What is the impact of one stable pose, say $p_1$, of all brick types being left out of a training set? The aspect graph itself would be incorrect. Not only would one face (at least) be missing (or presumed flat), but its interactions with its neighbouring faces would be incorrect. Recognition of that particular brick, if based on the learned visible aspects, would be impaired unless the particular viewpoint the camera sees is one from which only properly learned aspects are visible. If a third of the aspects are affected, then assuming all viewpoints are equiprobable, one third of all views of this brick would lead to erroneous recognition.

It is worth pointing out that the blocks in Figure 4c–f are examples of objects for which degenerate views are possible. The cross-section of each is the same, only the length differs, so even though a block may be in a stable pose, the imaging geometry would yield an ambiguous situation [68].

Is it possible that the other aspects for this brick or the aspects of other bricks could together combine to permit correct recognition? We could consider this on a case-by-case basis, but this would be quite tedious. Nevertheless, it might be, with generous assumptions about the capabilities of the learned network, that the learned elements corresponding to the bricks in Figure 4d–f could combine to provide what is needed to recognize the slope of intermediate size, shown in the previous set. But there is no corresponding brick combination for the first one in the previous set, nor for many other bricks; they are all quite unique. Thus, recognition of those bricks is assumed to fail if the proper constellation of aspects is not seen.

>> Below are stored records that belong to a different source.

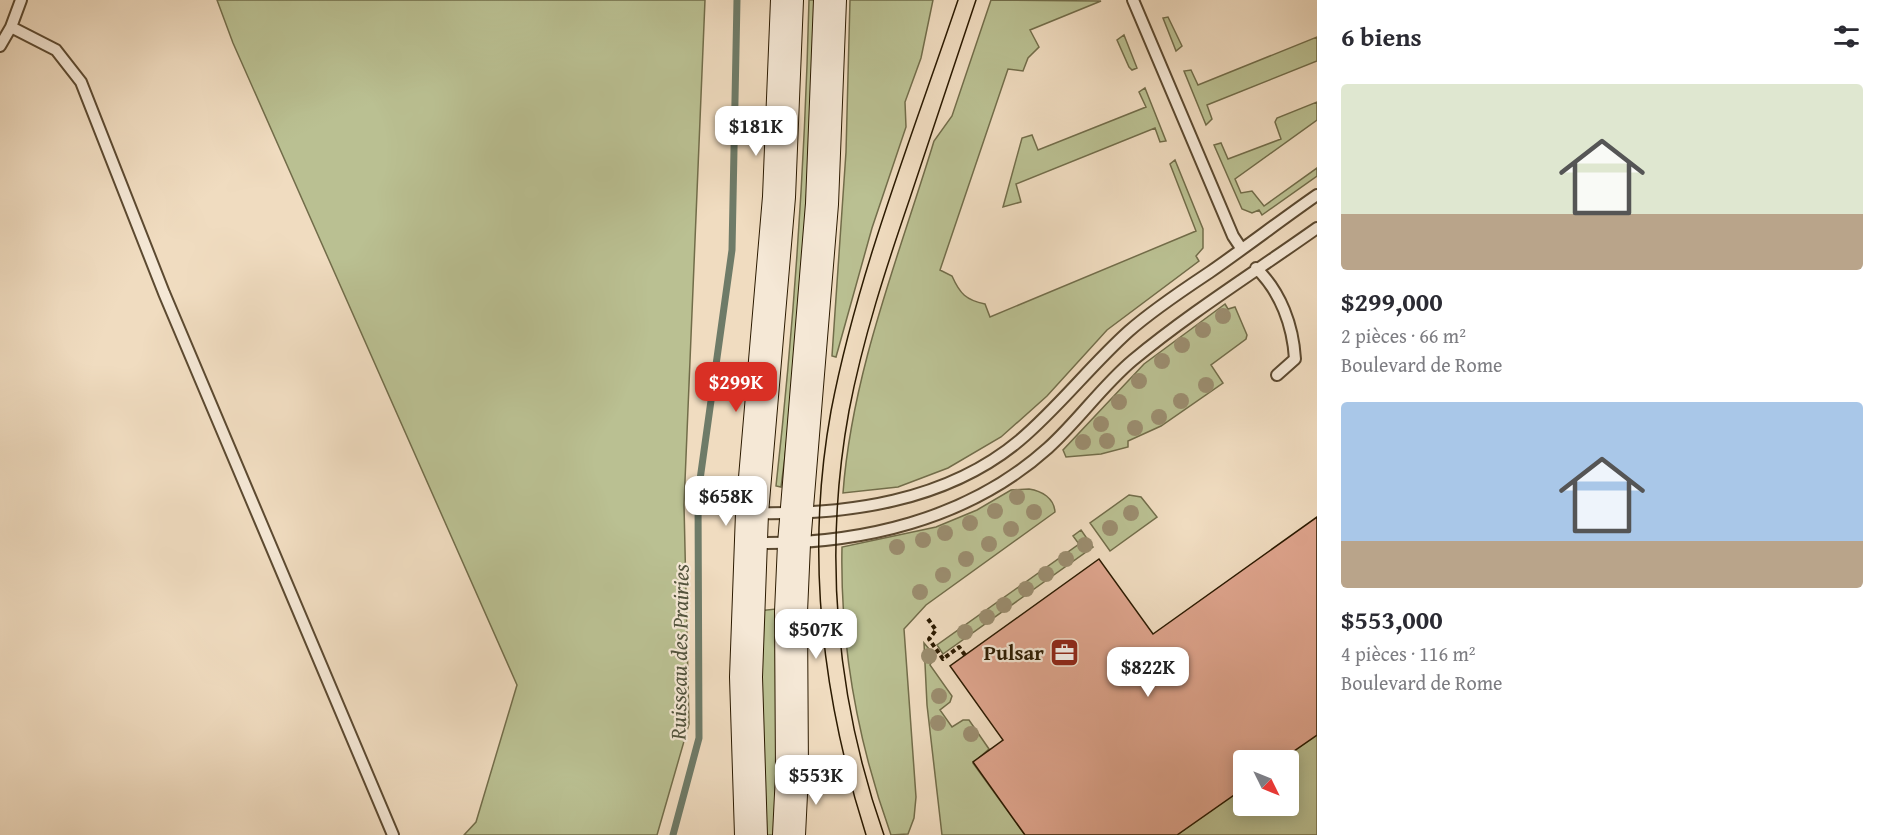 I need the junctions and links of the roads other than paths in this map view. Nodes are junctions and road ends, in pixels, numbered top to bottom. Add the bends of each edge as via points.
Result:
1 (21, 0) edge
2 (787, 0) edge
3 (830, 0) edge
4 (1133, 0) edge
5 (11, 27) junction
6 (0, 46) edge
7 (1317, 195) edge
8 (1317, 228) edge
9 (1241, 248) junction
10 (1256, 268) junction
11 (1277, 375) dead end
12 (751, 528) junction
13 (795, 529) junction
14 (393, 835) edge
15 (751, 835) edge
16 (789, 835) edge

1 - 5 lane
2 - 12 main road via 779,197
3 - 13 main road via 820,225
4 - 9 lane via 1191,143
5 - 6 lane
5 - 14 lane via 56,50 81,82 164,293
7 - 9 lane
8 - 10 lane
9 - 13 lane via 1131,330 1018,441 984,464 939,486
10 - 11 lane via 1269,280 1282,304 1293,338 1294,359
10 - 13 lane via 1131,362 1074,424 1018,474 924,520 864,535
12 - 13 lane
12 - 13 lane
12 - 15 main road via 746,677
13 - 16 main road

It seems safe to think that the error would be larger than that of the ideal network which has already been pegged at $G_A<0.000018$. If no brick is seen with $p_2$, for example, it means that one third, or 1130, of the possible brick appearances would have to be recognized as a result of generalization. We can make generous assumptions about the generalization capabilities of the network, specifically that it can successfully handle similar bricks such as the roof-like ones just depicted even if no training sample for a particular pose is present. However, a rough count in the brick library yields 132 unique pieces that have no similar ones from which a generalization can easily obtained, or in other words, 12% of the possible 1130 unique bricks.

A different possibility would be some kind of data augmentation in training set preparation. No data augmentation could remedy missing poses because no such method inserts patches out of other images (the stud surface appears in other poses of course). Even a data augmentation that could consider geometry would not be able to fill in the missing samples unless prior knowledge of what all the invisible aspects could look like, or assumptions of surface continuity, is somehow applied in the data augmentation process (see also work of Engstrom et al. [69] and Goodfellow et al. [70]). In any case, such an action has its own problems (as demonstrated by Rosenfeld et al. [71]) and would not be a sensible strategy.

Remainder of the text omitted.